Start of RECORDS SUPPLIED
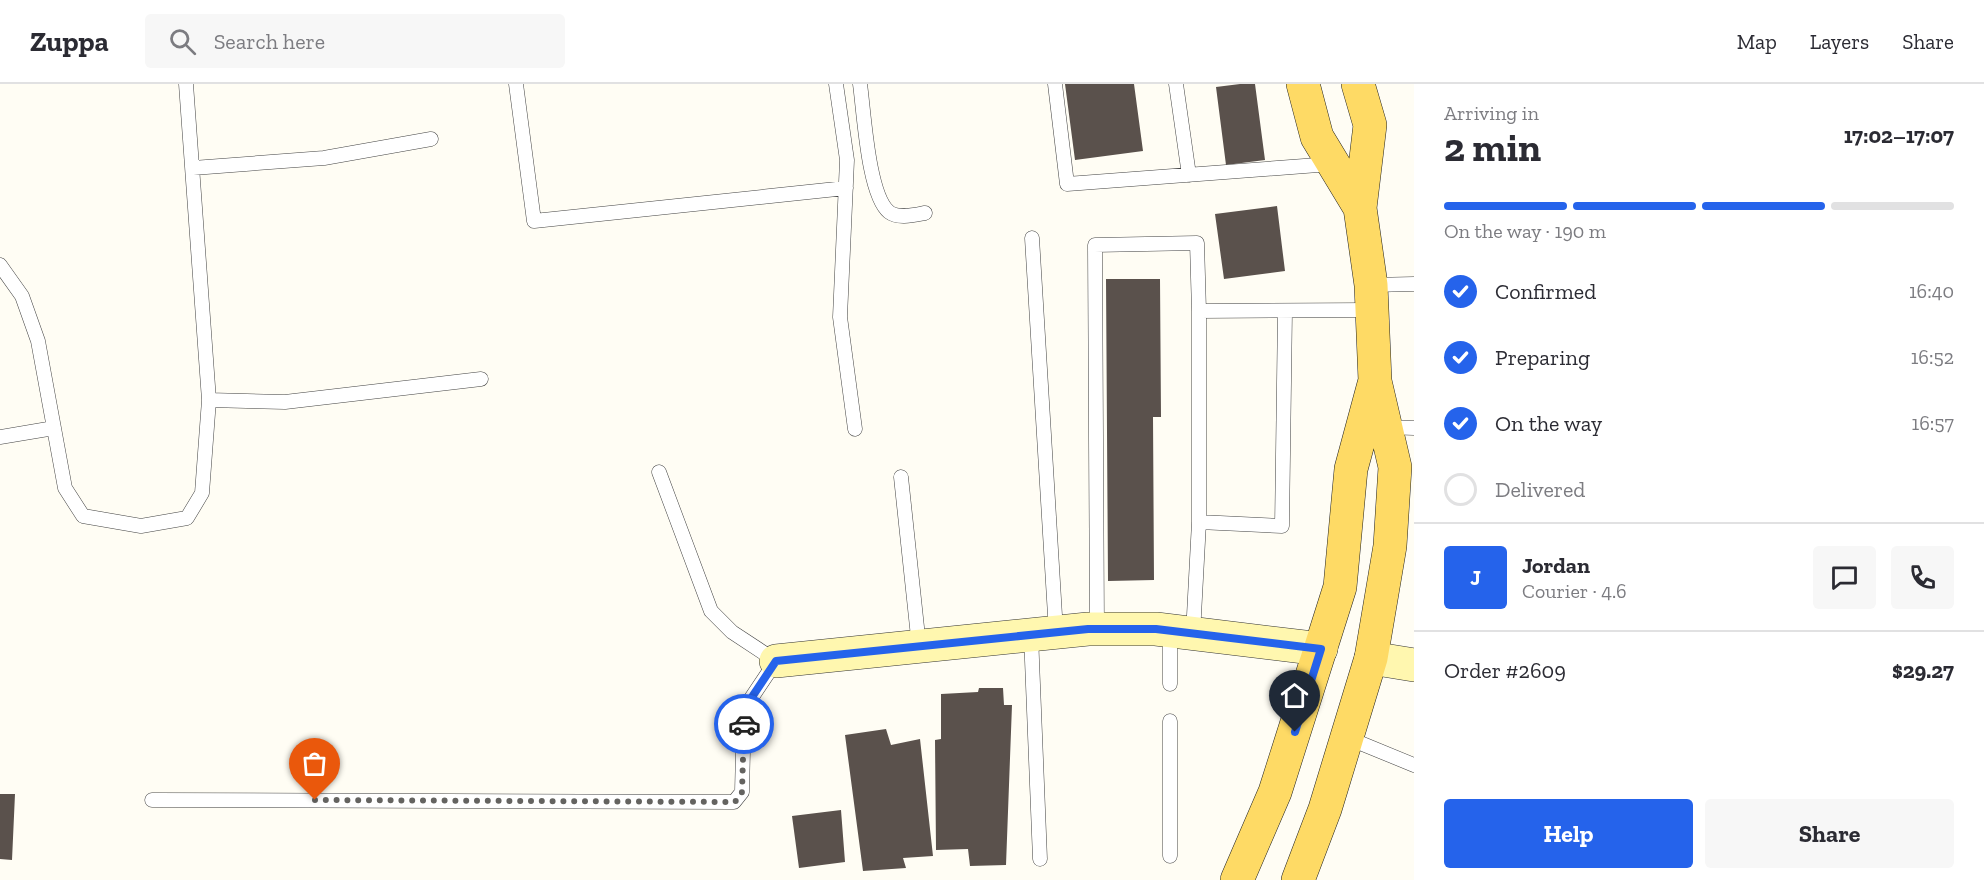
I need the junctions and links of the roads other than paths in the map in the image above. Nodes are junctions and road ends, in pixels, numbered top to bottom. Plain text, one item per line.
1 (186, 84) edge
2 (516, 84) edge
3 (836, 84) edge
4 (860, 84) edge
5 (1055, 84) edge
6 (1176, 84) edge
7 (1303, 84) edge
8 (1358, 84) edge
9 (430, 139) dead end
10 (1333, 164) junction
11 (193, 168) junction
12 (1189, 175) junction
13 (846, 188) junction
14 (1360, 208) junction
15 (926, 213) dead end
16 (1032, 238) dead end
17 (0, 265) edge
18 (1414, 284) edge
19 (1371, 298) junction
20 (1200, 311) junction
21 (1285, 311) junction
22 (481, 379) dead end
23 (1375, 381) junction
24 (209, 400) junction
25 (1400, 427) edge
26 (54, 428) junction
27 (855, 429) dead end
28 (0, 437) edge
29 (658, 472) dead end
30 (901, 477) dead end
31 (1199, 522) junction
32 (1096, 629) junction
33 (1181, 632) junction
34 (1043, 634) junction
35 (919, 646) junction
36 (1321, 649) junction
37 (1371, 658) junction
38 (776, 661) junction
39 (1414, 665) edge
40 (1170, 684) dead end
41 (1170, 721) dead end
42 (1348, 738) junction
43 (1414, 765) edge
44 (152, 800) dead end
45 (1170, 856) dead end
46 (1040, 859) dead end
47 (1237, 880) edge
48 (1298, 880) edge

1 - 11 lane
2 - 13 lane
3 - 13 lane
4 - 15 lane
5 - 12 lane
6 - 12 lane
7 - 10 main road
8 - 14 main road
9 - 11 lane
10 - 12 lane
10 - 14 main road
11 - 24 lane
13 - 27 lane
14 - 19 main road
16 - 34 lane
17 - 26 lane
18 - 19 lane
19 - 21 lane
19 - 23 main road
20 - 21 lane
20 - 31 lane
20 - 32 lane
21 - 31 lane
22 - 24 lane
23 - 25 main road
23 - 36 main road
24 - 26 lane
25 - 37 main road
26 - 28 lane
29 - 38 lane
30 - 35 lane
31 - 33 lane
32 - 33 street
32 - 34 street
33 - 36 street
33 - 40 lane
34 - 35 street
34 - 46 lane
35 - 38 street
36 - 47 main road
37 - 39 street
37 - 42 main road
38 - 44 lane
41 - 45 lane
42 - 43 lane
42 - 48 main road

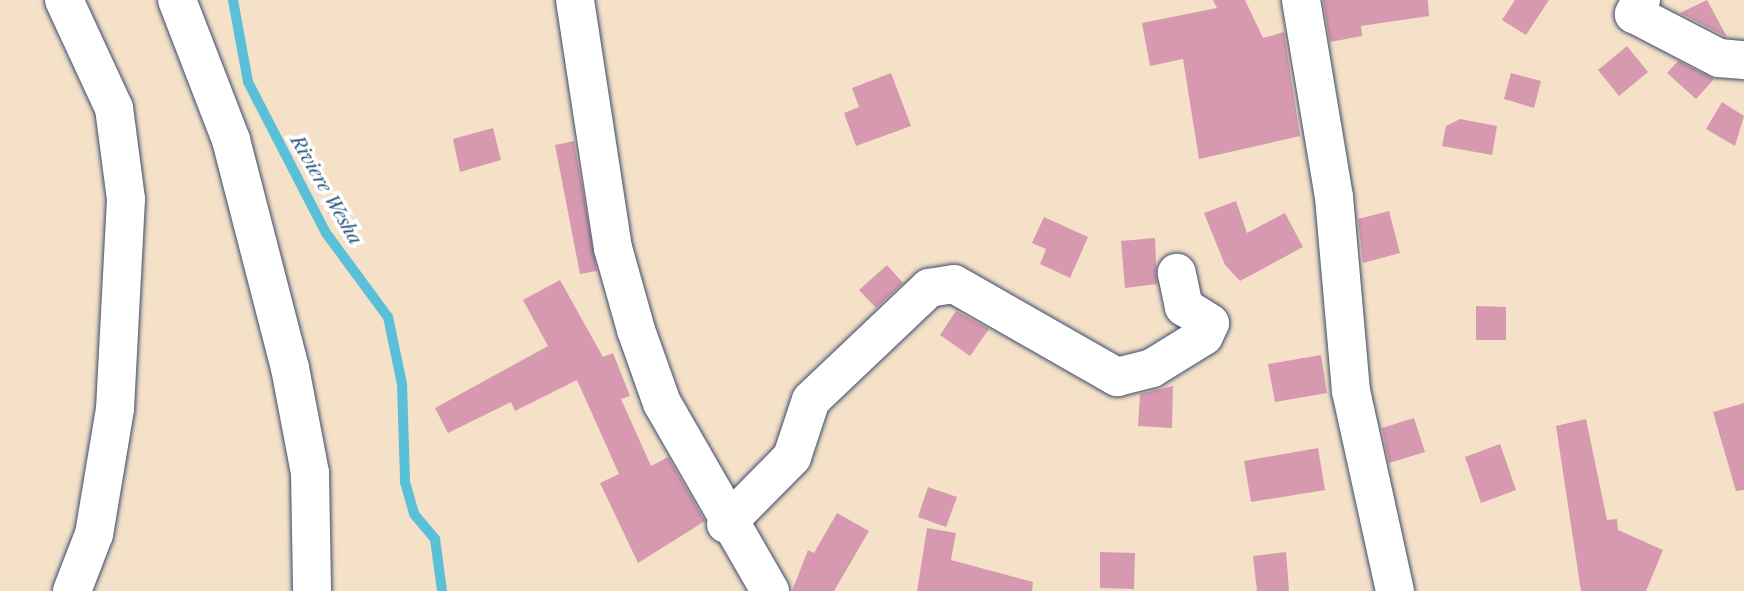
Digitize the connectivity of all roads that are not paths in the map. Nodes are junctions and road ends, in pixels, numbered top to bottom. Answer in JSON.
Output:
{"nodes":[{"id":1,"x":64,"y":0,"type":"edge"},
{"id":2,"x":177,"y":0,"type":"edge"},
{"id":3,"x":575,"y":0,"type":"edge"},
{"id":4,"x":1301,"y":0,"type":"edge"},
{"id":5,"x":1641,"y":0,"type":"edge"},
{"id":6,"x":1744,"y":60,"type":"edge"},
{"id":7,"x":1177,"y":273,"type":"dead end"},
{"id":8,"x":726,"y":523,"type":"junction"},
{"id":9,"x":72,"y":591,"type":"edge"},
{"id":10,"x":312,"y":591,"type":"edge"},
{"id":11,"x":770,"y":591,"type":"edge"},
{"id":12,"x":1395,"y":591,"type":"edge"}],
"edges":[{"from":1,"to":9,"type":"street"},
{"from":2,"to":10,"type":"street"},
{"from":3,"to":8,"type":"street"},
{"from":4,"to":12,"type":"street"},
{"from":5,"to":6,"type":"street"},
{"from":7,"to":8,"type":"street"},
{"from":8,"to":11,"type":"street"}]}
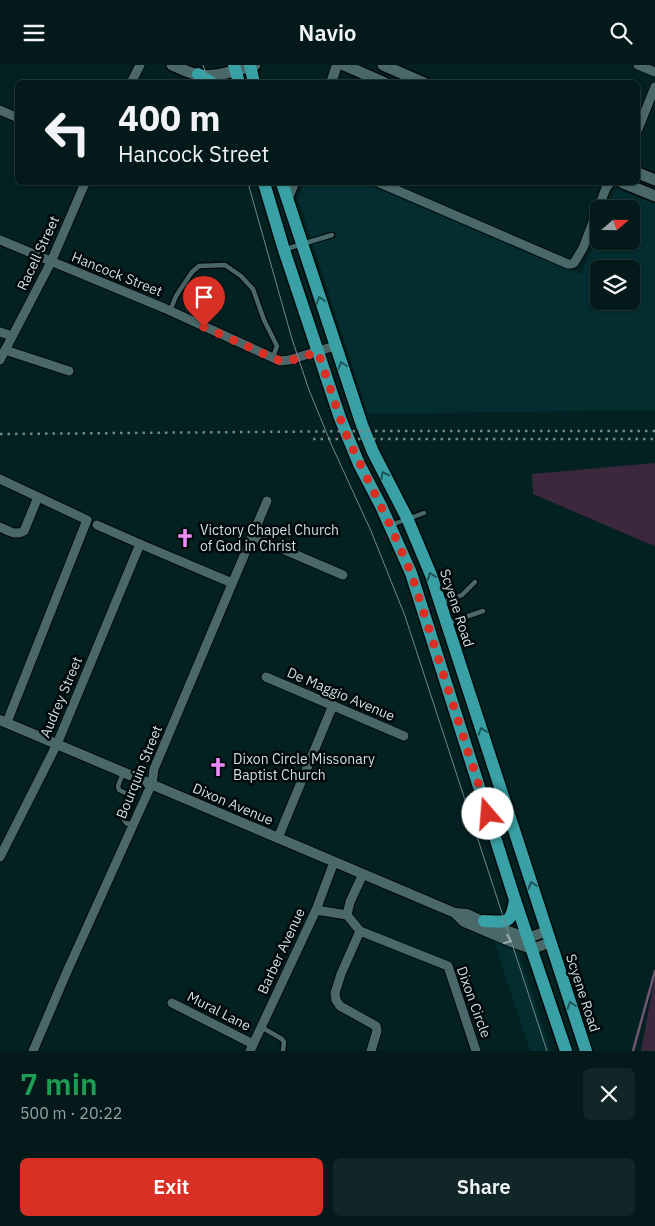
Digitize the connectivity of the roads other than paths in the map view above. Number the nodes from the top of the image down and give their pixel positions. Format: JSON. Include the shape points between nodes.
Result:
End of RECORDS SUPPLIED
▶ _PROBLEM DETAILS_
Each record should be quoted exactly, with the images omitted.

▶ _EXERCISE ANSWER_
I need the junctions and links of the roads other than paths in the map in the image above. Nodes are junctions and road ends, in pixels, numbered top to bottom. Plain text, one item per line.
1 (186, 84) edge
2 (516, 84) edge
3 (836, 84) edge
4 (860, 84) edge
5 (1055, 84) edge
6 (1176, 84) edge
7 (1303, 84) edge
8 (1358, 84) edge
9 (430, 139) dead end
10 (1333, 164) junction
11 (193, 168) junction
12 (1189, 175) junction
13 (846, 188) junction
14 (1360, 208) junction
15 (926, 213) dead end
16 (1032, 238) dead end
17 (0, 265) edge
18 (1414, 284) edge
19 (1371, 298) junction
20 (1200, 311) junction
21 (1285, 311) junction
22 (481, 379) dead end
23 (1375, 381) junction
24 (209, 400) junction
25 (1400, 427) edge
26 (54, 428) junction
27 (855, 429) dead end
28 (0, 437) edge
29 (658, 472) dead end
30 (901, 477) dead end
31 (1199, 522) junction
32 (1096, 629) junction
33 (1181, 632) junction
34 (1043, 634) junction
35 (919, 646) junction
36 (1321, 649) junction
37 (1371, 658) junction
38 (776, 661) junction
39 (1414, 665) edge
40 (1170, 684) dead end
41 (1170, 721) dead end
42 (1348, 738) junction
43 (1414, 765) edge
44 (152, 800) dead end
45 (1170, 856) dead end
46 (1040, 859) dead end
47 (1237, 880) edge
48 (1298, 880) edge

1 - 11 lane
2 - 13 lane
3 - 13 lane
4 - 15 lane
5 - 12 lane
6 - 12 lane
7 - 10 main road
8 - 14 main road
9 - 11 lane
10 - 12 lane
10 - 14 main road
11 - 24 lane
13 - 27 lane
14 - 19 main road
16 - 34 lane
17 - 26 lane
18 - 19 lane
19 - 21 lane
19 - 23 main road
20 - 21 lane
20 - 31 lane
20 - 32 lane
21 - 31 lane
22 - 24 lane
23 - 25 main road
23 - 36 main road
24 - 26 lane
25 - 37 main road
26 - 28 lane
29 - 38 lane
30 - 35 lane
31 - 33 lane
32 - 33 street
32 - 34 street
33 - 36 street
33 - 40 lane
34 - 35 street
34 - 46 lane
35 - 38 street
36 - 47 main road
37 - 39 street
37 - 42 main road
38 - 44 lane
41 - 45 lane
42 - 43 lane
42 - 48 main road

Digitize the connectivity of all roads that are not paths in the map. Nodes are junctions and road ends, in pixels, numbered top to bottom. Answer in JSON.
Output:
{"nodes":[{"id":1,"x":64,"y":0,"type":"edge"},
{"id":2,"x":177,"y":0,"type":"edge"},
{"id":3,"x":575,"y":0,"type":"edge"},
{"id":4,"x":1301,"y":0,"type":"edge"},
{"id":5,"x":1641,"y":0,"type":"edge"},
{"id":6,"x":1744,"y":60,"type":"edge"},
{"id":7,"x":1177,"y":273,"type":"dead end"},
{"id":8,"x":726,"y":523,"type":"junction"},
{"id":9,"x":72,"y":591,"type":"edge"},
{"id":10,"x":312,"y":591,"type":"edge"},
{"id":11,"x":770,"y":591,"type":"edge"},
{"id":12,"x":1395,"y":591,"type":"edge"}],
"edges":[{"from":1,"to":9,"type":"street"},
{"from":2,"to":10,"type":"street"},
{"from":3,"to":8,"type":"street"},
{"from":4,"to":12,"type":"street"},
{"from":5,"to":6,"type":"street"},
{"from":7,"to":8,"type":"street"},
{"from":8,"to":11,"type":"street"}]}
Digitize the connectivity of the roads other than paths in the map view above. Number the nodes from the top of the image down and give their pixel positions. Format: JSON. Include the shape points between nodes.
Result:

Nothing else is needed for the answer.